В конечном счете, Рикки Рэктман (Rikki Rachtman), который забежал как-то в «Кэтхаус», так проникся сочувствием ко мне и моей правой руке, что устроил нам свидание вслепую (blind date) с «Мисс Октябрь» (хотя свидание нельзя назвать слепым, когда ты знаешь, что это человек с фотографии на развороте журнала «Плэйбой»). Я был эмоционально ранимой рок-звездой, сидящей на «Прозак» и познающей новый мир трезвости, а она была восходящей «плэймэйт» (Playmate — звезда журнала «Плэйбой»). Это была плохая комбинация. Брэнди — чувственная брюнетка с искрящимися невинными глазами, только что порвала с Тайми Дауном (Taime Downe — вокалист группы «Faster Pussycat») после того, как обнаружила использованный презерватив в его мусорном ведре.
В первую ночь, когда мы спали вместе у неё дома, зазвонил телефон. Это была мать Брэнди. Из трубки доносился голос её мамы, которая говорила о парне, с которым она познакомилась какое-то время назад по имени Никки, и как она думает о том, чтобы позвонить ему, потому что он ей по-настоящему нравится.
Я узнал этот голос: это была Бри Хауворд (Brie Howard) — одна из девочек, которых мы прослушивали на место бэк-вокалисток для тура «Girls». Я совершенно забыл о ней. Мы провели пару весёлых ночей вместе, покатываясь со смеху. Но я понятия не имел, что Брэнди была её…
“М-м, мам”, сказал Брэнди. “Я бы не советовала тебе звонить Никки. Может быть, ты лучше позвонишь тому классному продюсеру, с которым я видел тебя на той неделе”.
Моя жизнь казалась такой опустошённой без наркотиков, что я позволил Брэнди заполнить эту пустоту. Как это ни странно, но было настолько возбуждающе зависать с кем-то противоположного пола и наслаждаться тем, как ты бросаешься в отношения с головой. Но я был ребенком: мне необходимо было любить кого-то, и я должен был чувствовать, что кто-то любит меня. Трезвость позволила мне чувствовать эмоции по-новому, но она не научила меня понимать их.

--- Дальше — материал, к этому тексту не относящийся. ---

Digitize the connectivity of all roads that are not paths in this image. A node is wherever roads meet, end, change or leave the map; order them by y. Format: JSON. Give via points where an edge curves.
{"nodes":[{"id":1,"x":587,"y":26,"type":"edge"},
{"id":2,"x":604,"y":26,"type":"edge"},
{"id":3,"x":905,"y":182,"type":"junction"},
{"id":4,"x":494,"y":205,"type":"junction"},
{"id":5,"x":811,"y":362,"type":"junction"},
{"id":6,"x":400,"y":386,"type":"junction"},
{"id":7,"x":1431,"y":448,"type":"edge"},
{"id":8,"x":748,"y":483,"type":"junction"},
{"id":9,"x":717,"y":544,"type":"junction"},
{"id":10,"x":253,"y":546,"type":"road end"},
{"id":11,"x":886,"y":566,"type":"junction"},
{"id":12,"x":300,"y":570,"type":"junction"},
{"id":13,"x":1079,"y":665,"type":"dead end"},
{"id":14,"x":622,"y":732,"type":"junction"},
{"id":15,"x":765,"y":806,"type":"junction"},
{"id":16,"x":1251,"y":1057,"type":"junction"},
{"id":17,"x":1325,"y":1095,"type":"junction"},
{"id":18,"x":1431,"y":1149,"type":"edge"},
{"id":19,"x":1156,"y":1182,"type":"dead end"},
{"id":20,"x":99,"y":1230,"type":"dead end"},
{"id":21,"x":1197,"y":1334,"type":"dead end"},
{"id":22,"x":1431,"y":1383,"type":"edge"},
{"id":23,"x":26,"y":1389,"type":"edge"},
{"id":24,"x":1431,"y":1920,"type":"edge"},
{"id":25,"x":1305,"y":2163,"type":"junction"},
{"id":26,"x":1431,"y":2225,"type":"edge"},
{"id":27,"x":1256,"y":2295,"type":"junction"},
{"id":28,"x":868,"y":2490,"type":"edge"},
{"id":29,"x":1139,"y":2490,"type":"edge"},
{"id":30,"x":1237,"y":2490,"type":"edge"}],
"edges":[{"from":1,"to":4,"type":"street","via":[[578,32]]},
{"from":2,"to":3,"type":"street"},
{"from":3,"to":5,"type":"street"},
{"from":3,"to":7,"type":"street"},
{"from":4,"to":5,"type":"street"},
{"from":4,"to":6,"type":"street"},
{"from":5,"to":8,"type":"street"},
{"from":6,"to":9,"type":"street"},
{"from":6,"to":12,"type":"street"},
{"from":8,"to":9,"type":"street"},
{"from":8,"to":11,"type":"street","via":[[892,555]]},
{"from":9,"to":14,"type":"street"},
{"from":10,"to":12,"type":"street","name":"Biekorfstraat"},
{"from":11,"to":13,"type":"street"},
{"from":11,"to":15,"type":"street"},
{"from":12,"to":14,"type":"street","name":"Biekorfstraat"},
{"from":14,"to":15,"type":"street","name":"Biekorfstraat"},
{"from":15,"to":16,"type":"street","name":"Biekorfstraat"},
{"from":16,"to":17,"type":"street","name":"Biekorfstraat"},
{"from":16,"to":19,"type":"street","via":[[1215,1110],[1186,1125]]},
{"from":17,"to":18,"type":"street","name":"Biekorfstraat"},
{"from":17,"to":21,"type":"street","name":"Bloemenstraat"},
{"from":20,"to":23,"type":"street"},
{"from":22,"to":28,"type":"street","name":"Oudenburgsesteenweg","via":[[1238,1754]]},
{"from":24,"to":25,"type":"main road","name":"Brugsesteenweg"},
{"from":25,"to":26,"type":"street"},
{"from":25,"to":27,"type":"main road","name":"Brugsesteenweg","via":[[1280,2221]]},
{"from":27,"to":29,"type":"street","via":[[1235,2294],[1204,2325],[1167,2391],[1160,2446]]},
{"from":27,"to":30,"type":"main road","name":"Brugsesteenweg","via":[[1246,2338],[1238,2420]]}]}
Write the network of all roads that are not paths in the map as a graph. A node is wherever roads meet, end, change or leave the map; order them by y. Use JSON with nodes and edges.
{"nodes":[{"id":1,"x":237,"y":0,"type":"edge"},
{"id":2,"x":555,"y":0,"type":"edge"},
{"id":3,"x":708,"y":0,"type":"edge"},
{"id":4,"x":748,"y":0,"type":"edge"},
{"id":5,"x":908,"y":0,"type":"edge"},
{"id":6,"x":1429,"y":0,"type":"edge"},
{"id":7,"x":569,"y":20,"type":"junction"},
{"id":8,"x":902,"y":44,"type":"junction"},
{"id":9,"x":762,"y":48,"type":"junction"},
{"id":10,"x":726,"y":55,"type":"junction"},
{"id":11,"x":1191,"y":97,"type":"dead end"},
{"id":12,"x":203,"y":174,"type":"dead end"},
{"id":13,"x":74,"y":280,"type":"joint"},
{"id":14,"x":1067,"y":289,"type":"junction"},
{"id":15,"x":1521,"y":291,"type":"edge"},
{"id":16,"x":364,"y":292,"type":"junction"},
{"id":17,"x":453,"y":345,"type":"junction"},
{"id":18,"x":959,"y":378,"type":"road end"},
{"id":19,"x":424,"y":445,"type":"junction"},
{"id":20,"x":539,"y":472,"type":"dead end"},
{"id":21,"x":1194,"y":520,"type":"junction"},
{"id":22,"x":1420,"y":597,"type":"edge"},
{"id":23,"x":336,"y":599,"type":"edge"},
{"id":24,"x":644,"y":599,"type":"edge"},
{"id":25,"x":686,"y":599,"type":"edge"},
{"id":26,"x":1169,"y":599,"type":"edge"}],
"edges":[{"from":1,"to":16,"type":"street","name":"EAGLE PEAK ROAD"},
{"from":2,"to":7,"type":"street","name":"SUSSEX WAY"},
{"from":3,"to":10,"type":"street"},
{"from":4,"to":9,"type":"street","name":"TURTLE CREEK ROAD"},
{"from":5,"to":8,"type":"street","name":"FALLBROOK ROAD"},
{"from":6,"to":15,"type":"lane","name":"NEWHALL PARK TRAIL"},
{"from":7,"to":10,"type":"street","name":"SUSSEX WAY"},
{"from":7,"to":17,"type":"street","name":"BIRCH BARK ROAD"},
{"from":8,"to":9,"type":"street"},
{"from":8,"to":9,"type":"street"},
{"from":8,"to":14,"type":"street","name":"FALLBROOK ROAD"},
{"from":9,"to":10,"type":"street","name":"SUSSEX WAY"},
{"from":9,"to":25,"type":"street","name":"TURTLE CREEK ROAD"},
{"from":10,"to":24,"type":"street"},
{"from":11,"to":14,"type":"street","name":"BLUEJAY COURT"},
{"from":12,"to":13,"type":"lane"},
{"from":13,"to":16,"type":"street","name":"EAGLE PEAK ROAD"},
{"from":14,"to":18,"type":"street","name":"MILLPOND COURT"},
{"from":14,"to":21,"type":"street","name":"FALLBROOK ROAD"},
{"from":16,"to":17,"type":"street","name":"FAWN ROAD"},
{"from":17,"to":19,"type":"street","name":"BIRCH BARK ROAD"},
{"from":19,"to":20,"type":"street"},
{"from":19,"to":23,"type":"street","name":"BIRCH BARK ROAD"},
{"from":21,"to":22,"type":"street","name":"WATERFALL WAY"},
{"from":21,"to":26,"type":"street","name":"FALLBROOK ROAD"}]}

Всего через пару недель после того, как Брэнди и я познакомились, я должен был отправляться в Ванкувер для записи альбома «Dr. Feelgood», и расставание только подлило масла в огонь иллюзии того, что я влюблён. Хотя я чувствовал себя одиноким и подавленным без неё, но в то же самое время, не имея больше потребности принимать наркотики и каждую ночь гоняться за «кисками», я фактически всё своё время занимал чем-то продуктивным, а именно — я снова начал писать песни. События прошлого года дали мне более чем достаточно материала, моя почти смертельная передозировка вдохновила меня на написание первой песни для альбома — “Kickstart My Heart”. (Из каждой своей передозировки я всегда умел сделать песню.) Это не было, как с «Girls, Girls, Girls», когда я просто отказывался от своей привычки на какое-то время, чтобы написать какой-то наполнитель для альбома. У меня было время и ясность ума, чтобы срезать жир со своих песен, собраться с группой и пропустить их через механизм «Motley» (Motley machine), обсуждая и внося изменения в каждую из них до тех пор, пока они не начинали нам нравиться.